How to check the per-row on disk space usage in YugabyteDB?

For a simple table with 4 bigint columns, 2 of which form the primary key:

 CREATE TABLE test(
           a bigint,
           b bigint,
           c bigint,
           d bigint,
      PRIMARY KEY((a), b)

Tried to measure the on-disk space usage using a replication factor 1
setup (created using yb-ctl). This was tried using 2.1.6 version on Linux.

./bin/yb-ctl destroy
./bin/yb-ctl start

Then loaded the above table with 1 million rows (1000 distinct values for column “a”, each with 1000 distinct values for “b” and random values for c and d).

Then looked at space utilized:

% du -sh ./yb-data/tserver
410M    ./yb-data/tserver

This seems to suggest that each row takes about 410 bytes. Note that the system does not have any other tables.

This seems on the high side. Is this a correct way of measuring the space utilized?

The -fs_data_dirs directory(ies) contains both the transaction logs (WAL) and SSTable files.

Quite likely much of the data is still in WAL and memtables and not yet flushed to SSTable format on disk. And the WAL files are not in compressed format.
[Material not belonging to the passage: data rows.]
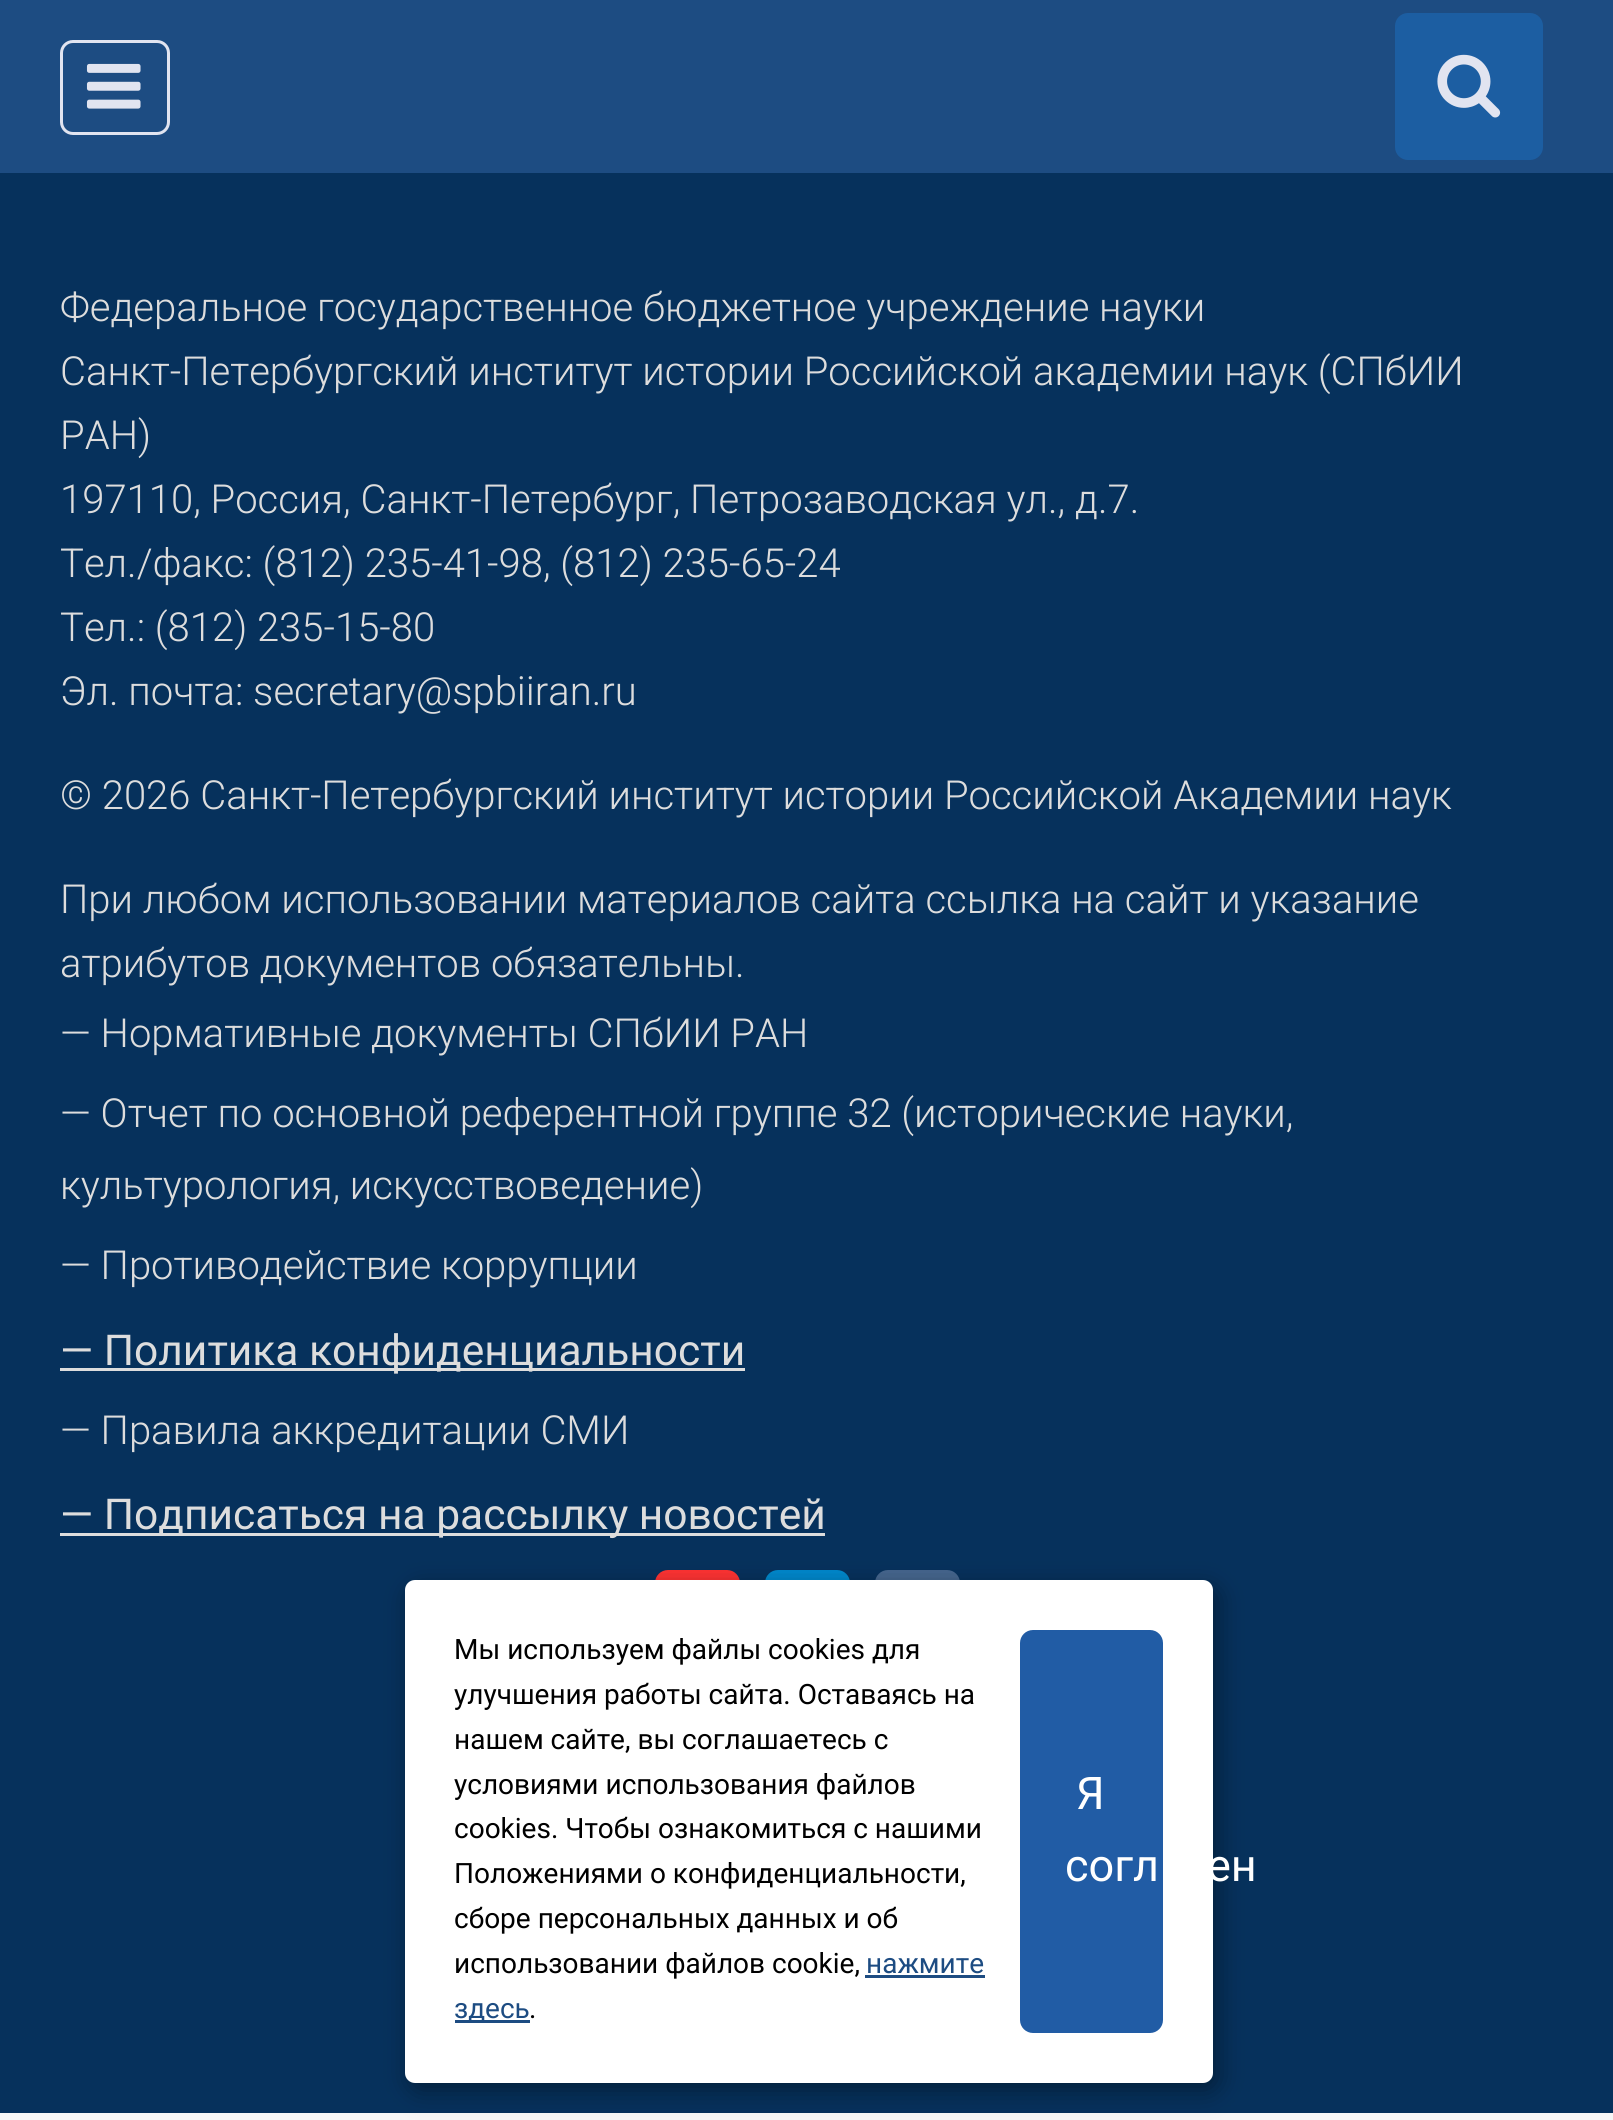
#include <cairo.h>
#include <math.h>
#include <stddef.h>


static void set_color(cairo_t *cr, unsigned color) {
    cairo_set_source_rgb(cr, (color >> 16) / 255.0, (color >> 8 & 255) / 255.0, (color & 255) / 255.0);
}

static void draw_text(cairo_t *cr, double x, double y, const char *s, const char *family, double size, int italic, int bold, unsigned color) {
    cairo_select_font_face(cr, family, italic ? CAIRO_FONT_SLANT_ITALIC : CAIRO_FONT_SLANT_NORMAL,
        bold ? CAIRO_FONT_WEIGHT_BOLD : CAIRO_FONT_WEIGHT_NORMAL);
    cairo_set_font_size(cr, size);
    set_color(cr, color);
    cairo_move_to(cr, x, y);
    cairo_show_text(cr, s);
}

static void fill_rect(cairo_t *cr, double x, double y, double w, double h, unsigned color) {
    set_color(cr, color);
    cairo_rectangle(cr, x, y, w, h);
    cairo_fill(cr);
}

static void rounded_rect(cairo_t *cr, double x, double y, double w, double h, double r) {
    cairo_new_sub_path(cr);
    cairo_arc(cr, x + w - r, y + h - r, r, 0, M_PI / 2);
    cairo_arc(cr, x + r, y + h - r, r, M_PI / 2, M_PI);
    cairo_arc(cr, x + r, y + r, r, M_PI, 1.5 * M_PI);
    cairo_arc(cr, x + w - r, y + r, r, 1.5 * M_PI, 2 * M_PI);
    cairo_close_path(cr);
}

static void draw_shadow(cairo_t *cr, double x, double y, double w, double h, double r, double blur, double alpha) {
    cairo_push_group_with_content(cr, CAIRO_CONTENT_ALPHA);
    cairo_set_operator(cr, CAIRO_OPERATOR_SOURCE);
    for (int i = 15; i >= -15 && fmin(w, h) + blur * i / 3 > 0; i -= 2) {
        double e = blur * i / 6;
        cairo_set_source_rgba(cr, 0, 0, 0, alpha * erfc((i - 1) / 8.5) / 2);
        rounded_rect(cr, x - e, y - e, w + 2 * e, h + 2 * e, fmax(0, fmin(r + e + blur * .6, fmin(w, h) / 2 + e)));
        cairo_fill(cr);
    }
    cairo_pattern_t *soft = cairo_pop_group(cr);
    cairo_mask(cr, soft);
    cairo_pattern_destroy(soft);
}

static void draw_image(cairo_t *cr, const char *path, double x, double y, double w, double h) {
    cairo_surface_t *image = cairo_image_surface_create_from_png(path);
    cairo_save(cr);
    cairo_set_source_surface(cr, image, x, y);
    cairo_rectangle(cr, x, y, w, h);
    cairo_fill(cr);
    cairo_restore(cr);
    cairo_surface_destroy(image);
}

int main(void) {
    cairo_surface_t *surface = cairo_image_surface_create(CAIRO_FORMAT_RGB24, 1613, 2120);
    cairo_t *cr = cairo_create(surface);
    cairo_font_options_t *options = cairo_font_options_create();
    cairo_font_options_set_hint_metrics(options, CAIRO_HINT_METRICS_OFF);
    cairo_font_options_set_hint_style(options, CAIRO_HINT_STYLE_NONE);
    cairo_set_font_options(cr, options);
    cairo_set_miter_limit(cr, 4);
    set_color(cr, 0xF7F7F7);
    cairo_paint(cr);
    fill_rect(cr, 0, 0, 1613, 173, 0x1D4C82);
    rounded_rect(cr, 61.5, 41.5, 107, 92, 11.5);
    set_color(cr, 0xE1E4F0);
    cairo_set_line_width(cr, 3);
    cairo_stroke(cr);
    draw_image(cr, "assets/img1.png", 86, 63, 55, 46);
    set_color(cr, 0x1C5EA2);
    rounded_rect(cr, 1395, 13, 148, 147, 13);
    cairo_fill(cr);
    draw_image(cr, "assets/img2.png", 1437, 54, 64, 64);
    fill_rect(cr, 0, 173, 1613, 1940, 0x06315C);
    draw_text(cr, 60, 321, "Федеральное государственное бюджетное учреждение науки", "Roboto Light", 40, 0, 0, 0xDDDDDD);
    draw_text(cr, 60, 385, "Санкт-Петербургский институт истории Российской академии наук (СПбИИ", "Roboto Light", 40, 0, 0, 0xDDDDDD);
    draw_text(cr, 60, 449, "РАН)", "Roboto Light", 40, 0, 0, 0xDDDDDD);
    draw_text(cr, 60, 513, "197110, Россия, Санкт-Петербург, Петрозаводская ул., д.7.", "Roboto Light", 40, 0, 0, 0xDDDDDD);
    draw_text(cr, 60, 577, "Tел./факс: (812) 235-41-98, (812) 235-65-24", "Roboto Light", 40, 0, 0, 0xDDDDDD);
    draw_text(cr, 60, 641, "Тел.: (812) 235-15-80", "Roboto Light", 40, 0, 0, 0xDDDDDD);
    draw_text(cr, 60, 705, "Эл. почта: secretary@spbiiran.ru", "Roboto Light", 40, 0, 0, 0xDDDDDD);
    draw_text(cr, 60, 809, "© 2026 Санкт-Петербургский институт истории Российской Академии наук", "Roboto Light", 40, 0, 0, 0xDDDDDD);
    draw_text(cr, 60, 913, "При любом использовании материалов сайта ссылка на сайт и указание", "Roboto Light", 40, 0, 0, 0xDDDDDD);
    draw_text(cr, 60, 977, "атрибутов документов обязательны.", "Roboto Light", 40, 0, 0, 0xDDDDDD);
    draw_text(cr, 60, 1047, "— Нормативные документы СПбИИ РАН", "Roboto Light", 40, 0, 0, 0xDDDDDD);
    draw_text(cr, 60, 1127, "— Отчет по основной референтной группе 32 (исторические науки,", "Roboto Light", 40, 0, 0, 0xDDDDDD);
    draw_text(cr, 60, 1199, "культурология, искусствоведение)", "Roboto Light", 40, 0, 0, 0xDDDDDD);
    draw_text(cr, 60, 1279, "— Противодействие коррупции", "Roboto Light", 40, 0, 0, 0xDDDDDD);
    fill_rect(cr, 60, 1368, 685, 3, 0xDDDDDD);
    draw_text(cr, 60, 1365, "— Политика конфиденциальности", "Roboto", 42.5, 0, 0, 0xDDDDDD);
    draw_text(cr, 60, 1444, "— Правила аккредитации СМИ", "Roboto Light", 40, 0, 0, 0xDDDDDD);
    fill_rect(cr, 60, 1533, 765, 3, 0xDDDDDD);
    draw_text(cr, 60, 1529, "— Подписаться на рассылку новостей", "Roboto", 42.5, 0, 0, 0xDDDDDD);
    set_color(cr, 0xFF3333);
    rounded_rect(cr, 655, 1570, 85, 85, 13);
    cairo_fill(cr);
    set_color(cr, 0x0088CC);
    rounded_rect(cr, 765, 1570, 85, 85, 13);
    cairo_fill(cr);
    set_color(cr, 0x45668E);
    rounded_rect(cr, 875, 1570, 85, 85, 13);
    cairo_fill(cr);
    set_color(cr, 0x000000);
    draw_shadow(cr, 410, 1588, 808, 502, 10, 12.5, 0.4);
    set_color(cr, 0xFFFFFF);
    rounded_rect(cr, 405, 1580, 808, 503, 10);
    cairo_fill(cr);
    draw_text(cr, 454, 1659, "Мы используем файлы cookies для", "Roboto", 28, 0, 0, 0x000000);
    draw_text(cr, 454, 1704, "улучшения работы сайта. Оставаясь на", "Roboto", 28, 0, 0, 0x000000);
    draw_text(cr, 454, 1749, "нашем сайте, вы соглашаетесь с", "Roboto", 28, 0, 0, 0x000000);
    draw_text(cr, 454, 1794, "условиями использования файлов", "Roboto", 28, 0, 0, 0x000000);
    draw_text(cr, 454, 1838, "cookies. Чтобы ознакомиться с нашими", "Roboto", 28, 0, 0, 0x000000);
    draw_text(cr, 454, 1883, "Положениями о конфиденциальности,", "Roboto", 28, 0, 0, 0x000000);
    draw_text(cr, 454, 1928, "сборе персональных данных и об", "Roboto", 28, 0, 0, 0x000000);
    draw_text(cr, 454, 1973, "использовании файлов cookie,", "Roboto", 28, 0, 0, 0x000000);
    draw_text(cr, 866, 1973, "нажмите", "Roboto", 28, 0, 0, 0x1D4C82);
    fill_rect(cr, 865, 1975, 120, 3, 0x1D4C82);
    fill_rect(cr, 455, 2020, 75, 3, 0x1D4C82);
    draw_text(cr, 454, 2018, "здесь", "Roboto", 28, 0, 0, 0x1D4C82);
    draw_text(cr, 529, 2018, ".", "Roboto", 28, 0, 0, 0x000000);
    set_color(cr, 0x215CA5);
    rounded_rect(cr, 1020, 1630, 143, 403, 13);
    cairo_fill(cr);
    draw_text(cr, 1076, 1809, "Я", "Roboto", 45, 0, 0, 0xFFFFFF);
    draw_text(cr, 1065, 1881, "согл", "Roboto", 45, 0, 0, 0xFFFFFF);
    draw_text(cr, 1207, 1881, "ен", "Roboto", 45, 0, 0, 0xFFFFFF);
    cairo_surface_write_to_png(surface, "output.png");
    cairo_font_options_destroy(options);
    cairo_destroy(cr);
    cairo_surface_destroy(surface);
    return 0;
}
To get a better indication, we can either load a lot more data (such that the WAL portion is insignificant) or force a manual flush of the table, and then inspect the size of just the data directories.
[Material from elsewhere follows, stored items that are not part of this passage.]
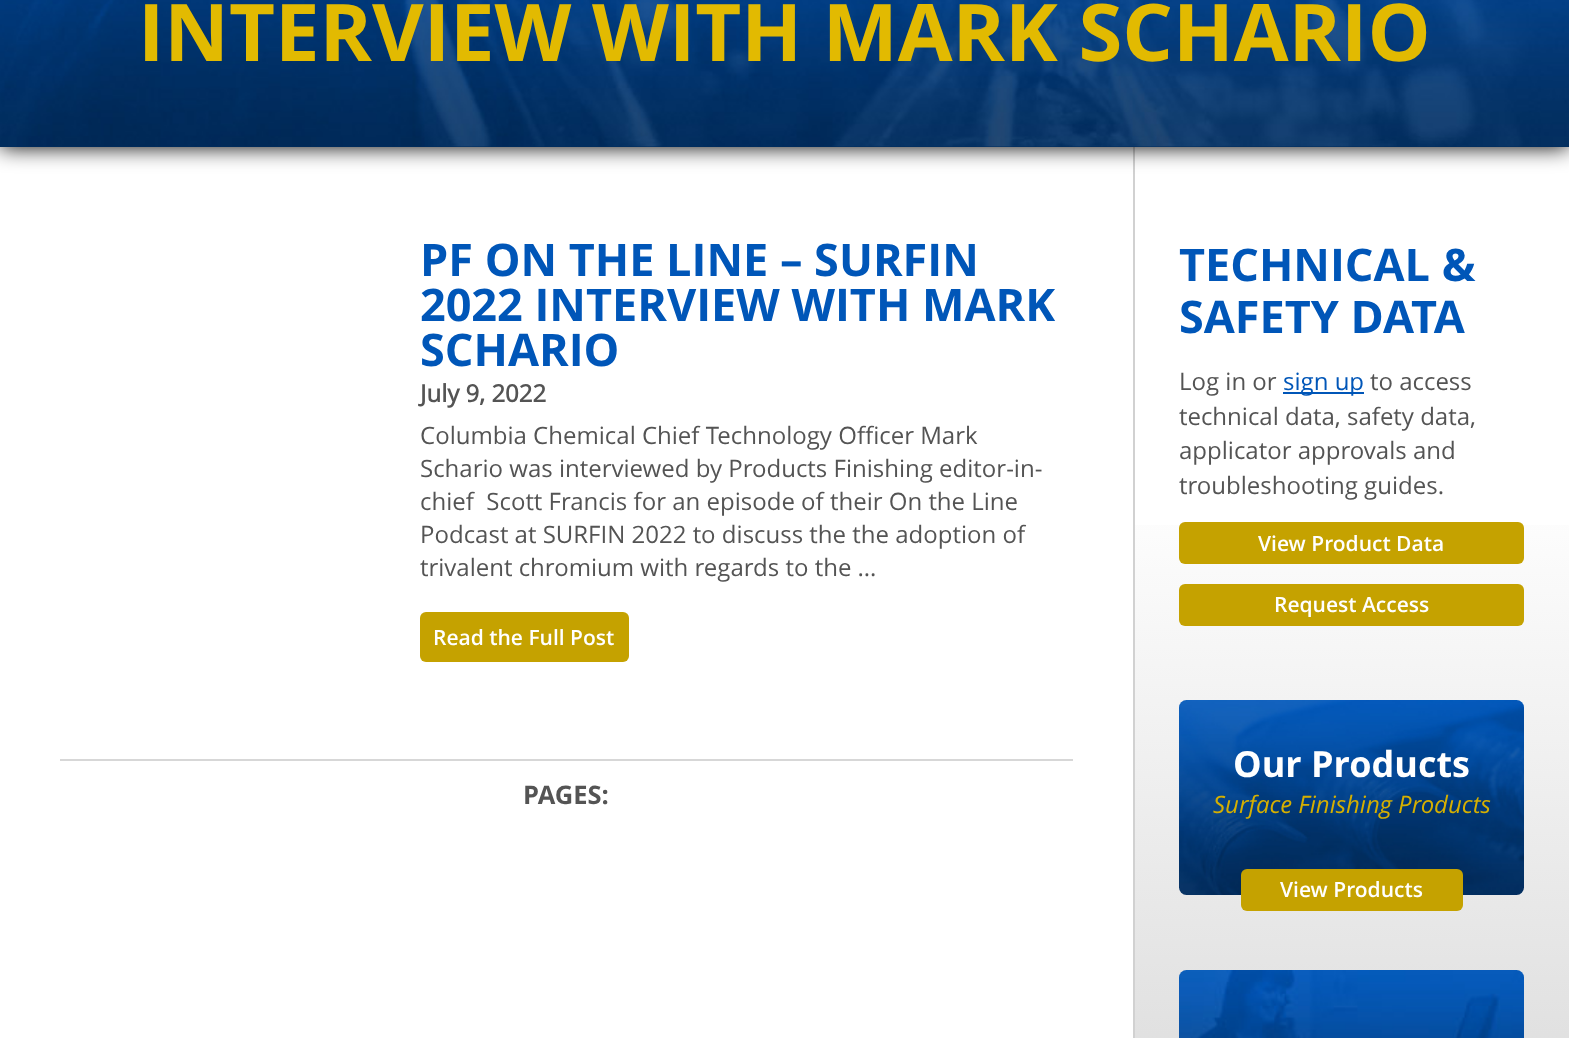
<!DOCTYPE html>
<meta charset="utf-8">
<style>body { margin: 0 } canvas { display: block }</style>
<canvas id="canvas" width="1569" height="1038"></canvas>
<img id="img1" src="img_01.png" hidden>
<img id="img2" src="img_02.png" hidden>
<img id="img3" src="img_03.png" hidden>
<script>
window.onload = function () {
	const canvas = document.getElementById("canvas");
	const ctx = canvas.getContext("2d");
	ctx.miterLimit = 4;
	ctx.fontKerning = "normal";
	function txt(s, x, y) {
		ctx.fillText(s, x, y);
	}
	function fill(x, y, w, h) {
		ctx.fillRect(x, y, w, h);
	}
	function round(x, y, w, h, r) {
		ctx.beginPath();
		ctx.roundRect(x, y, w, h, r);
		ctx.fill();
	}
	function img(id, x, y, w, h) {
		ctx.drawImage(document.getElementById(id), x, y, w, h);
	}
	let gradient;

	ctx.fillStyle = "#FFFFFF";
	fill(0, 0, 1569, 1038);
	ctx.fillStyle = "#D1D1D1";
	fill(1133, 147, 2, 891);
	ctx.fillStyle = "#000000";
	ctx.filter = "blur(11px)";
	ctx.beginPath();
	ctx.rect(0, -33, 1569, 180);
	ctx.fill();
	ctx.filter = "none";
	gradient = ctx.createLinearGradient(785, -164, 785, 147);
	gradient.addColorStop(0, "#0053B5");
	gradient.addColorStop(1, "#002C5D");
	ctx.fillStyle = gradient;
	fill(0, 146, 1569, 1);
	img("img1", 0, 0, 1569, 147);
	ctx.fillStyle = "#C5A200";
	round(420, 612, 209, 50, 6);
	ctx.fillStyle = "#D7D7D7";
	fill(60, 759, 1013, 2);
	gradient = ctx.createLinearGradient(1352, 147, 1352, 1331);
	gradient.addColorStop(0, "#FFFFFF");
	gradient.addColorStop(0.28, "#FFFFFF");
	gradient.addColorStop(1, "#D1D1D1");
	ctx.fillStyle = gradient;
	fill(1135, 525, 434, 513);
	ctx.fillStyle = "#0056B8";
	fill(1283, 392, 81, 2);
	ctx.fillStyle = "#C5A200";
	round(1179, 522, 345, 42, 6);
	round(1179, 584, 345, 42, 6);
	img("img2", 1179, 700, 345, 195);
	round(1241, 869, 222, 42, 6);
	img("img3", 1179, 970, 345, 68);
	ctx.font = "bold 79.5px Open Sans";
	ctx.fillStyle = "#E2BA01";
	txt("INTERVIEW WITH MARK SCHARIO", 138, 61);
	ctx.font = "bold 45px Open Sans";
	ctx.fillStyle = "#0056B8";
	txt("PF ON THE LINE – SURFIN", 420, 276);
	txt("2022 INTERVIEW WITH MARK", 420, 321);
	txt("SCHARIO", 420, 366);
	ctx.font = "bold 24px 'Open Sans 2'";
	ctx.fillStyle = "#545454";
	txt("July 9, 2022", 420, 402);
	ctx.font = "24px Open Sans";
	txt("Columbia Chemical Chief Technology Officer Mark", 420, 444);
	txt("Schario was interviewed by Products Finishing editor-in-", 420, 477);
	txt("chief  Scott Francis for an episode of their On the Line", 420, 510);
	txt("Podcast at SURFIN 2022 to discuss the the adoption of", 420, 543);
	txt("trivalent chromium with regards to the …", 420, 576);
	ctx.font = "600 21px Open Sans";
	ctx.fillStyle = "#FFFFFF";
	txt("Read the Full Post", 433, 645);
	ctx.font = "bold 25.5px Open Sans";
	ctx.fillStyle = "#545454";
	txt("PAGES:", 523, 804);
	ctx.font = "bold 45px Open Sans";
	ctx.fillStyle = "#0056B8";
	txt("TECHNICAL &", 1179, 281);
	txt("SAFETY DATA", 1179, 333);
	ctx.font = "24px Open Sans";
	ctx.fillStyle = "#545454";
	txt("Log in or", 1179, 390);
	ctx.fillStyle = "#0056B8";
	txt("sign up", 1283, 390);
	ctx.fillStyle = "#545454";
	txt("to access", 1370, 390);
	txt("technical data, safety data,", 1179, 425);
	txt("applicator approvals and", 1179, 459);
	txt("troubleshooting guides.", 1179, 494);
	ctx.font = "600 21px Open Sans";
	ctx.fillStyle = "#FFFFFF";
	txt("View Product Data", 1258, 551);
	txt("Request Access", 1274, 612);
	ctx.font = "bold 36px Open Sans";
	txt("Our Products", 1233, 777);
	ctx.font = "italic 24px Open Sans";
	ctx.fillStyle = "#D5AF01";
	txt("Surface Finishing Products", 1213, 813);
	ctx.font = "600 21px Open Sans";
	ctx.fillStyle = "#FFFFFF";
	txt("View Products", 1280, 897);
};
</script>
Tried a similar table with 1,000,000 (1M) rows.

After inserting the rows data, but before forcing a flush:

$ du -hs yb-data/tserver/data                                                                                |
60K     yb-data/tserver/data

This confirms that most of the data is still in WAL and memtables.

After forcing a flush, using:

./bin/yb-admin --master_addresses 127.0.0.1 flush_table <keyspace> <table>

the data directory size is as follows:

$ du -hs yb-data/tserver/data
48M     yb-data/tserver/data

So approximate on disk size per row for the given schema is about 48 bytes. This includes the overheads for the metadata (indexes, bloom filters, internal timestamps, etc.).